La copie du film est donc de qualité moyenne ; elle a subi bon nombre de griffures mais cela ne gène pas du tout la vision du film. Le film est présenté dans son format, 1.33 : 1. La piste son, en anglais, mono, est assez tâchée de parasites, ce qui est très régulier pour un film ayant plus de soixante-dix ans.

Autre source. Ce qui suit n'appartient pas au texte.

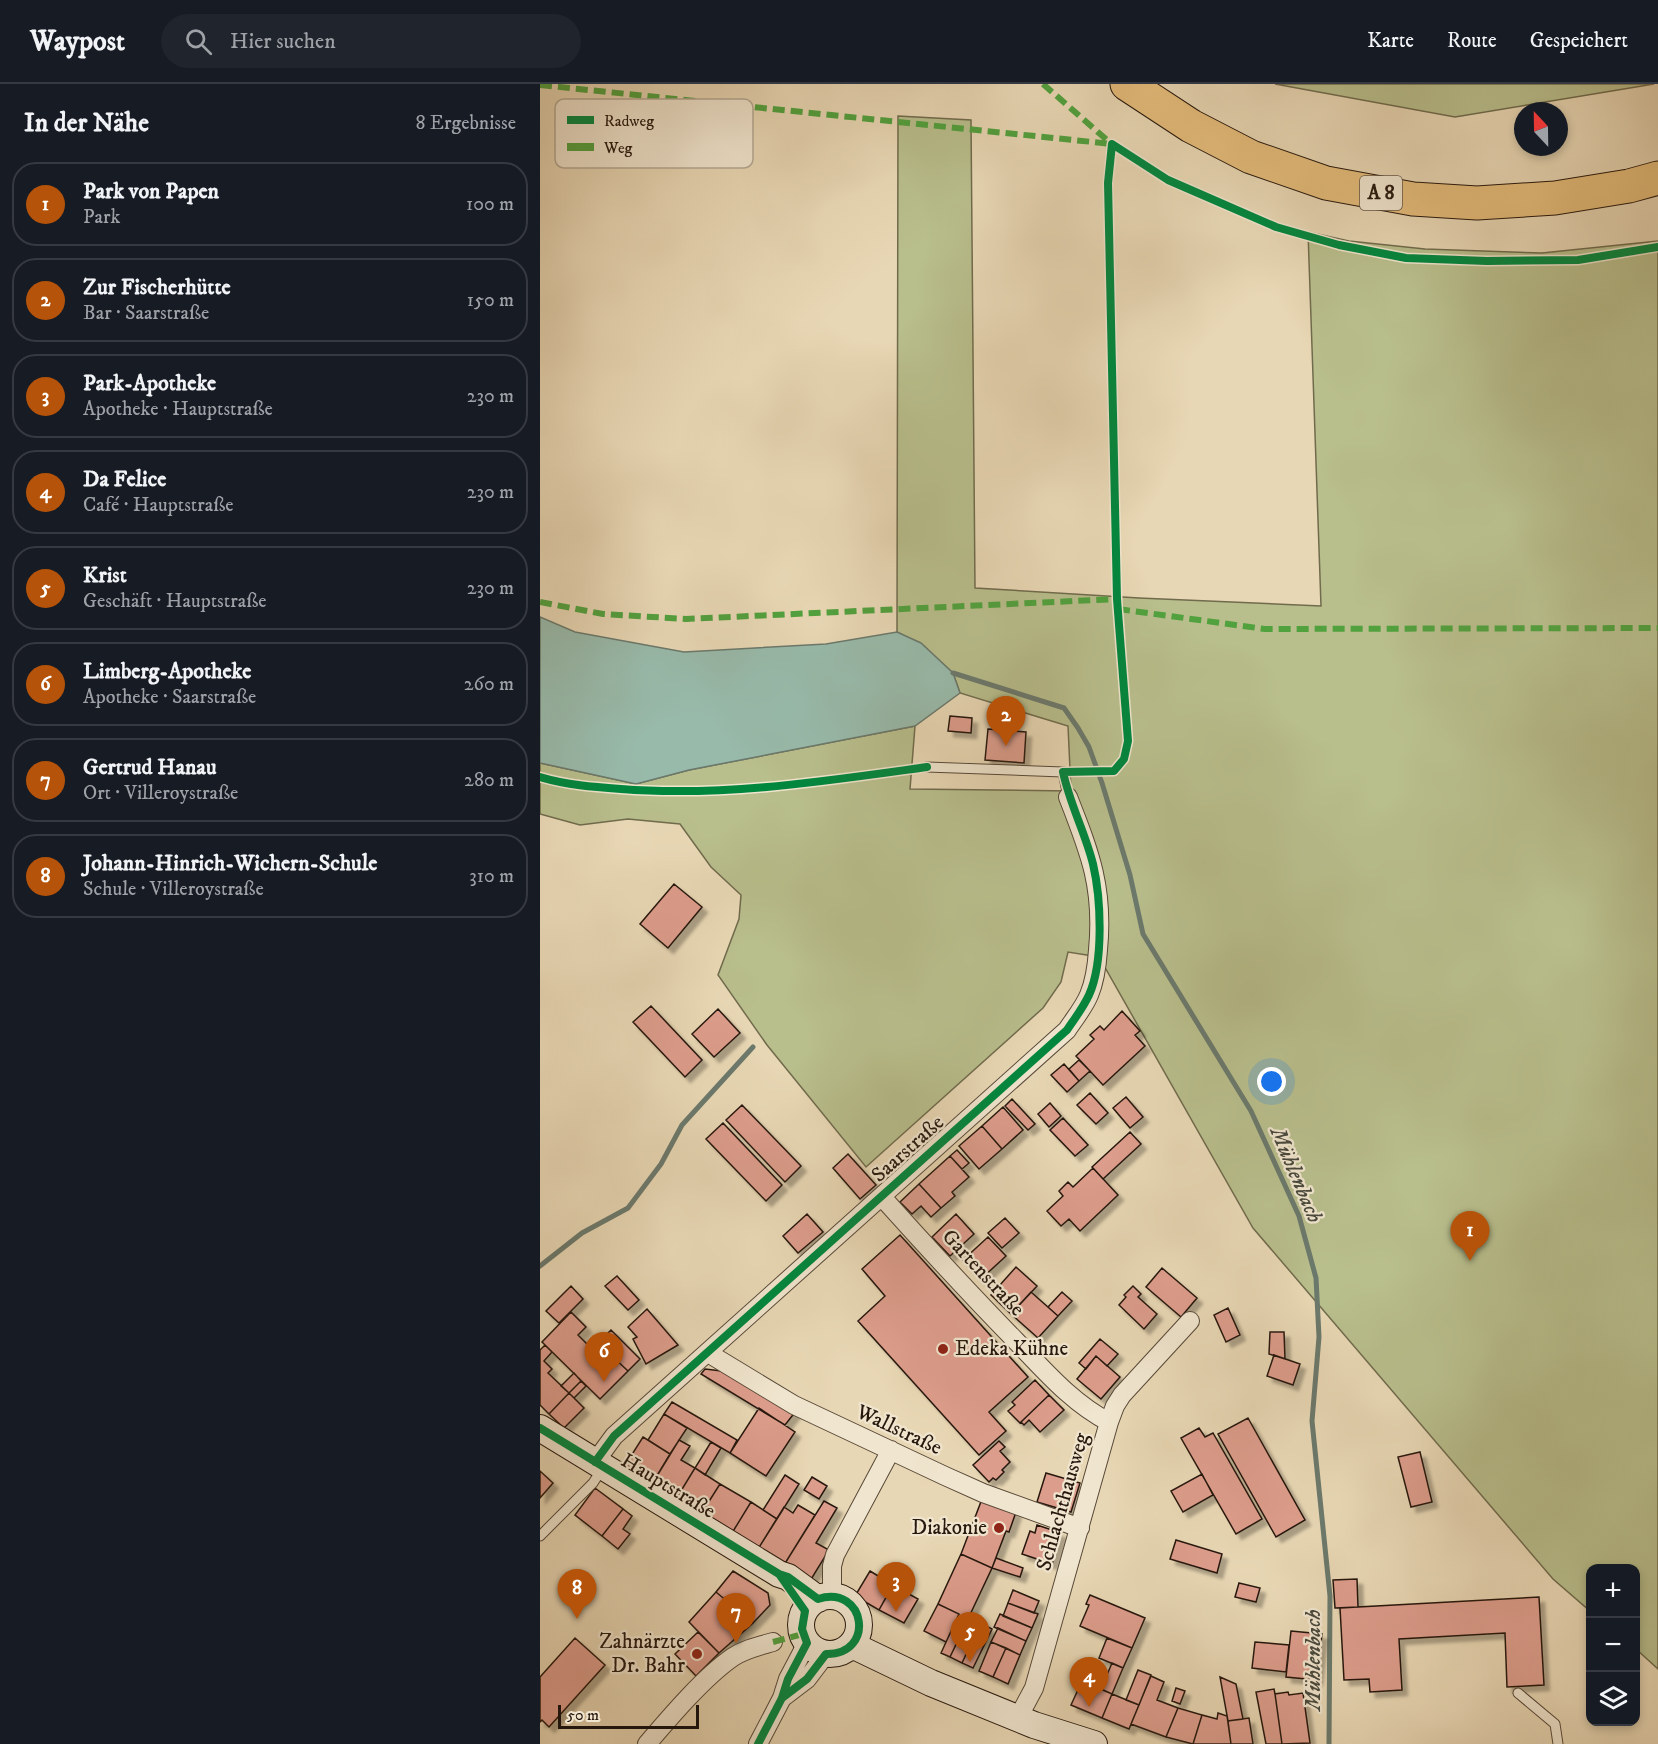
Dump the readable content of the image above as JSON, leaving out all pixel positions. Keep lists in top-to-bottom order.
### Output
{
  "streets": {
    "highway": ["A 8"],
    "main road": ["Hauptstraße"],
    "street": [
      "Saarstraße",
      "Gartenstraße",
      "Wallstraße",
      "Schlachthausweg"
    ]
  },
  "crossings": [
    ["Saarstraße", "Gartenstraße"],
    ["Saarstraße", "Wallstraße"],
    ["Saarstraße", "Hauptstraße"],
    ["Gartenstraße", "Schlachthausweg"],
    ["Wallstraße", "Schlachthausweg"]
  ],
  "water": ["Mühlenbach"],
  "places": ["Edeka Kühne", "Diakonie", "Zahnärzte Dr. Bahr"],
  "legend": ["Radweg", "Weg"],
  "scale_bar": "50 m",
  "north": "top",
  "page": {
    "header": "Waypost",
    "search": "Hier suchen",
    "nav": ["Karte", "Route", "Gespeichert"],
    "heading": ["In der Nähe", "8 Ergebnisse"],
    "list": [
      {
        "mark": "1",
        "name": "Park von Papen",
        "note": "Park",
        "value": "100 m"
      },
      {
        "mark": "2",
        "name": "Zur Fischerhütte",
        "note": "Bar · Saarstraße",
        "value": "150 m"
      },
      {
        "mark": "3",
        "name": "Park-Apotheke",
        "note": "Apotheke · Hauptstraße",
        "value": "230 m"
      },
      {
        "mark": "4",
        "name": "Da Felice",
        "note": "Café · Hauptstraße",
        "value": "230 m"
      },
      {
        "mark": "5",
        "name": "Krist",
        "note": "Geschäft · Hauptstraße",
        "value": "230 m"
      },
      {
        "mark": "6",
        "name": "Limberg-Apotheke",
        "note": "Apotheke · Saarstraße",
        "value": "260 m"
      },
      {
        "mark": "7",
        "name": "Gertrud Hanau",
        "note": "Ort · Villeroystraße",
        "value": "280 m"
      },
      {
        "mark": "8",
        "name": "Johann-Hinrich-Wichern-Schule",
        "note": "Schule · Villeroystraße",
        "value": "310 m"
      }
    ],
    "pins": [
      "2",
      "1",
      "6",
      "3",
      "8",
      "7",
      "5",
      "4"
    ],
    "map_buttons": ["+", "−"],
    "scale": "50 m"
  }
}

L'édition de ce film en double programme est une excellente occasion de redécouvrir ce film et la copie qu'en a faite la MGM. De plus, le disque propose en bonus, outre la bande annonce de la version de 1941, un commentaire audio (en anglais non sous-titré) de Greg Mank, historien du cinéma, qui s'attache principalement à dresser les portraits des membres de l'équipe du film. La cerise sur le gâteau reste la présence sur le disque du dessin animé de Friz Freleng dans lequel on assiste à la rencontre de Hyde et de Bugs Bunny.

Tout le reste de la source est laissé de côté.